Son's care made Surhoff choice easy

THE BALTIMORE SUN

MILWAUKEE -- B. J. Surhoff was booed upon his return to Milwaukee last night, and the vast majority of the fans at County Stadium didn't even know why he left.

Surhoff's wife, Polly, said that "probably 75 percent" of his decision was based on his desire to secure better care for their son, Mason, 4, who has a form of autism.

"If you've ever experienced the bond between Mason and B. J., it's like . . ." Polly said, her voice trailing off. "Sunday night, when B. J. leaves, it will be devastating for him."

Mason is the second of four children, ages 1 to 5, and the only one who is autistic. Polly said the family will remain in Milwaukee through the end of school, then move to Baltimore on Father's Day weekend.

Surhoff, 31, said yesterday that he signed with the Orioles for several reasons -- the chance to play for a contender was one, and the Ellicott City roots of his wife, the former Polly Winde, were another.

But the possibilities for Mason in Baltimore are so extensive, Surhoff said he might have moved his family to the city even if he had re-signed with the Brewers.

"The fit was right," said the Orioles third baseman, who spent the first nine years of his career in Milwaukee. "I'm not sure I could have gone any place but Baltimore."

The Brewers offered him more money and greater security, but he rejected their four-year, $4 million offer to sign a three-year, $3.7 million contract with the Orioles.

It was an excruciating decision for Surhoff, who wanted to become as much a fixture in Milwaukee as former teammates Robin Yount, Paul Molitor and Jim Gantner.

But Mason came first.

"I think we understood all along that that was really playing a central role," Milwaukee owner Bud Selig said. "Clearly, a player should always do what is in the best interests of his family.

"As much as we wanted to keep B. J., as much as we want to win, I know how concerned they both were. That had to be the primary factor."

Surhoff didn't disagree.

"Had I thought it was better for him to stay here, I would have stayed here," Surhoff said.

"Even if it was a place where the team never had a chance to win at all, I would have had thoughts about sacrificing any chance I had to win for a chance for him to do better, be better, have a better chance.

"It draws on my emotions. I just consider that so important. Winning is everything to me as a player. But it's hard to even express how deep your concern goes for your kids when there's something like that.

"Not that you wouldn't do that for your other kids, but you know they have the ability to adjust when he may not have that ability. He may, but you don't know."

Polly said Mason is highly functional -- he can read words like "video" and even the sign for the restaurant "Applebee's." But both she and B. J. believed he had a better chance to become part of the mainstream in Baltimore than in Milwaukee.

After Mason was diagnosed on May 2, 1994, Polly said her family in Ellicott City made her aware of Baltimore's Kennedy-Krieger Institute, which serves children with neurological disorders and developmental disabilities.

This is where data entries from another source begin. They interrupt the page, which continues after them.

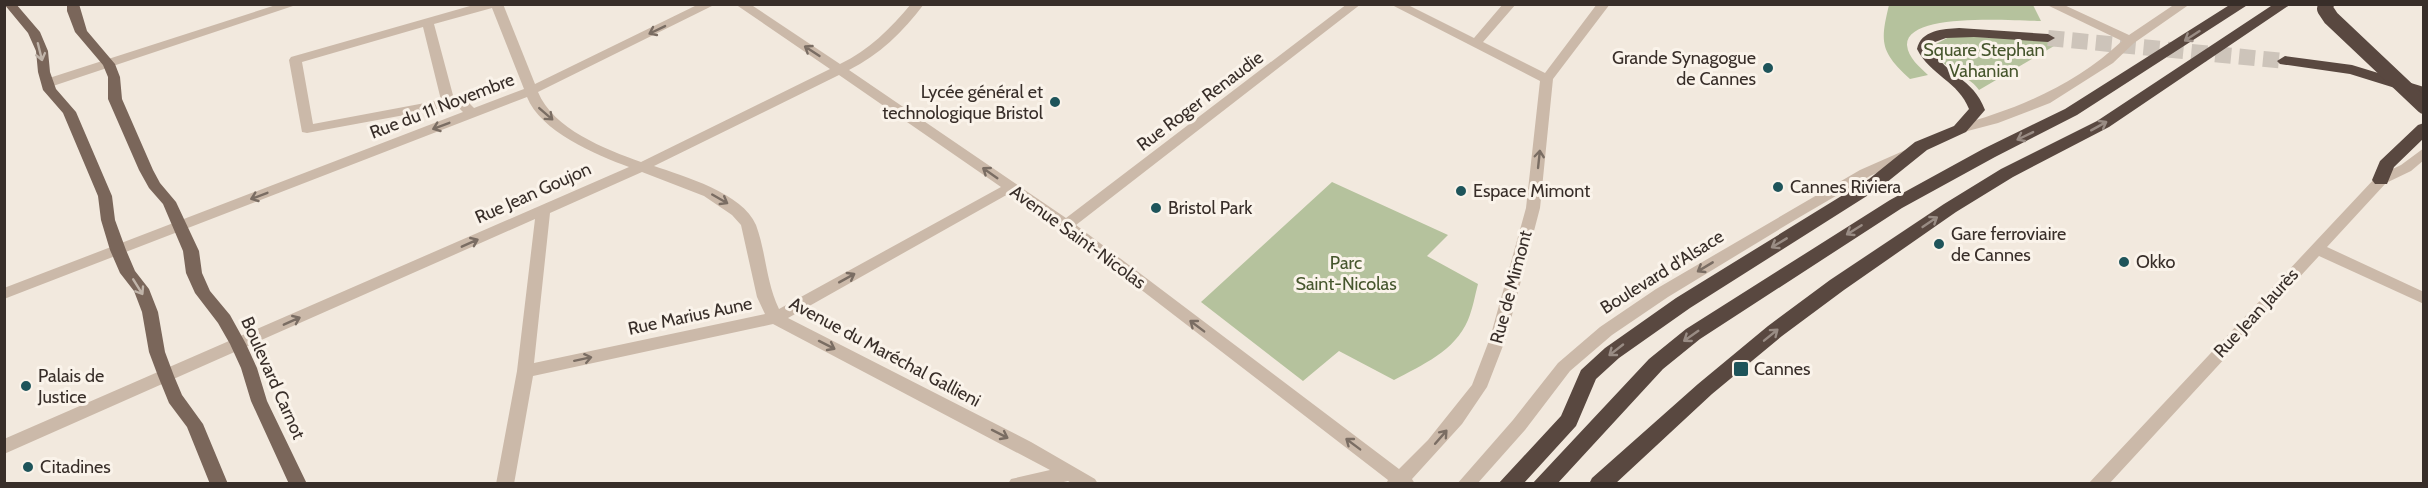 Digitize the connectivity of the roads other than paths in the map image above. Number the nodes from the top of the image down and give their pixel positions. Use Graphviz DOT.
graph roads {
  1 [pos="9,4"];
  2 [pos="73,4"];
  3 [pos="293,4"];
  4 [pos="495,4"];
  5 [pos="710,4"];
  6 [pos="741,4"];
  7 [pos="918,4"];
  8 [pos="1355,4"];
  9 [pos="1396,4"];
  10 [pos="1510,4"];
  11 [pos="1604,4"];
  12 [pos="2051,4"];
  13 [pos="2184,4"];
  14 [pos="2242,4"];
  15 [pos="2284,4"];
  16 [pos="2326,4"];
  17 [pos="428,23"];
  18 [pos="2048,38"];
  19 [pos="2130,40"];
  20 [pos="1477,42"];
  21 [pos="2285,61"];
  22 [pos="109,64"];
  23 [pos="840,70"];
  24 [pos="1547,79"];
  25 [pos="48,83"];
  26 [pos="533,90"];
  27 [pos="2424,92"];
  28 [pos="447,103"];
  29 [pos="2424,106"];
  30 [pos="473,114"];
  31 [pos="1960,129"];
  32 [pos="2422,130"];
  33 [pos="1921,146"];
  34 [pos="2424,152"];
  35 [pos="641,167"];
  36 [pos="2381,180"];
  37 [pos="1011,187"];
  38 [pos="543,211"];
  39 [pos="1066,225"];
  40 [pos="180,226"];
  41 [pos="2317,249"];
  42 [pos="118,250"];
  43 [pos="4,294"];
  44 [pos="2424,299"];
  45 [pos="775,318"];
  46 [pos="238,344"];
  47 [pos="525,371"];
  48 [pos="166,376"];
  49 [pos="4,447"];
  50 [pos="1071,473"];
  51 [pos="1400,482"];
  52 [pos="219,483"];
  53 [pos="298,483"];
  54 [pos="505,483"];
  55 [pos="1017,483"];
  56 [pos="1089,483"];
  57 [pos="1466,483"];
  58 [pos="1509,483"];
  59 [pos="1543,483"];
  60 [pos="1600,483"];
  61 [pos="2097,483"];
  1 -- 25 [label="main road, one-way"];
  2 -- 22 [label="main road"];
  3 -- 22 [label="street"];
  4 -- 17 [label="street"];
  4 -- 26 [label="street, Avenue du Maréchal Gallieni"];
  5 -- 26 [label="street, Rue du 11 Novembre, one-way"];
  23 -- 6 [label="street, Avenue Saint-Nicolas, one-way"];
  7 -- 23 [label="street, Rue Jean Goujon"];
  8 -- 39 [label="street, Rue Roger Renaudie"];
  9 -- 20 [label="street"];
  10 -- 20 [label="street"];
  11 -- 24 [label="street"];
  12 -- 19 [label="street"];
  13 -- 19 [label="street"];
  14 -- 59 [label="highway, one-way"];
  60 -- 15 [label="highway, one-way"];
  16 -- 29 [label="highway, bridge"];
  17 -- 28 [label="street"];
  17 -- 28 [label="street"];
  18 -- 31 [label="highway"];
  19 -- 31 [label="street"];
  20 -- 24 [label="street"];
  21 -- 27 [label="highway"];
  22 -- 25 [label="street"];
  22 -- 40 [label="main road, Boulevard Carnot"];
  23 -- 35 [label="street, Rue Jean Goujon"];
  37 -- 23 [label="street, Avenue Saint-Nicolas, one-way"];
  51 -- 24 [label="street, Rue de Mimont, one-way"];
  25 -- 42 [label="main road"];
  26 -- 30 [label="street, Rue du 11 Novembre"];
  26 -- 35 [label="street, Avenue du Maréchal Gallieni, one-way"];
  28 -- 30 [label="street"];
  30 -- 40 [label="street, Rue du 11 Novembre, one-way"];
  31 -- 33 [label="highway"];
  32 -- 36 [label="highway"];
  33 -- 57 [label="street, Boulevard d'Alsace, one-way"];
  33 -- 58 [label="highway, one-way"];
  34 -- 36 [label="street, Rue Jean Jaurès"];
  35 -- 38 [label="street, Rue Jean Goujon"];
  35 -- 45 [label="street, Avenue du Maréchal Gallieni, one-way"];
  36 -- 41 [label="street, Rue Jean Jaurès"];
  37 -- 39 [label="street, Avenue Saint-Nicolas"];
  45 -- 37 [label="street, Rue Marius Aune, one-way"];
  46 -- 38 [label="street, Rue Jean Goujon, one-way"];
  38 -- 47 [label="street"];
  51 -- 39 [label="street, Avenue Saint-Nicolas, one-way"];
  40 -- 42 [label="street, Rue du 11 Novembre"];
  40 -- 46 [label="main road, Boulevard Carnot"];
  41 -- 44 [label="street"];
  41 -- 61 [label="street, Rue Jean Jaurès"];
  42 -- 43 [label="street, Rue du 11 Novembre"];
  42 -- 48 [label="main road, one-way"];
  47 -- 45 [label="street, Rue Marius Aune, one-way"];
  45 -- 50 [label="street, Avenue du Maréchal Gallieni, one-way"];
  46 -- 48 [label="street, Rue Jean Goujon"];
  46 -- 53 [label="main road, Boulevard Carnot"];
  47 -- 54 [label="street"];
  48 -- 49 [label="street, Rue Jean Goujon"];
  48 -- 52 [label="main road"];
  50 -- 55 [label="street"];
  50 -- 56 [label="street, Avenue du Maréchal Gallieni"];
}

Polly also said Mason will attend Timonium Elementary School, entering one of two classes for autistic children. His early-childhood program in Milwaukee included only one other autistic child.

"I want Mason to be part of our family in the school system as well as at home," Polly said. "It just seemed that it would happen in Baltimore."

Surhoff also mentioned the parental-support network in the region. "It's huge there," he said. "That's one of the things we've been impressed with."

Yet, even with all that, Surhoff found it difficult to leave the Brewers. Yount, Molitor and Gantner spent 15 years together in Milwaukee, the longest tenure of any trio in major-league history.

Surhoff wanted to follow the same path.

"I'm not sure I've ever gotten over that," he said. "I always thought I'd play my entire career here, right up until the point I walked in to tell [general manager] Sal Bando I wasn't coming back."

The No. 5 he wore in Milwaukee wasn't available in Baltimore -- the Orioles retired it for Brooks Robinson. Neither was Molitor's No. 4 (retired for Earl Weaver) or Yount's No. 19 (worn by Scott Erickson).

So, Surhoff took No. 17, in honor of Gantner -- and got off to the best start of his career. He's batting .318 with nine homers and 21 RBIs, and continues to play solid defense at third base.

Still, they booed him last night in Milwaukee, booed him after nine years of honest effort, booed him as if he was just another free-agent mercenary.

"He would have gotten more money here. He would have gotten four years security here," Polly said. "But he's very much into his family.

"It came down to his family and Mason."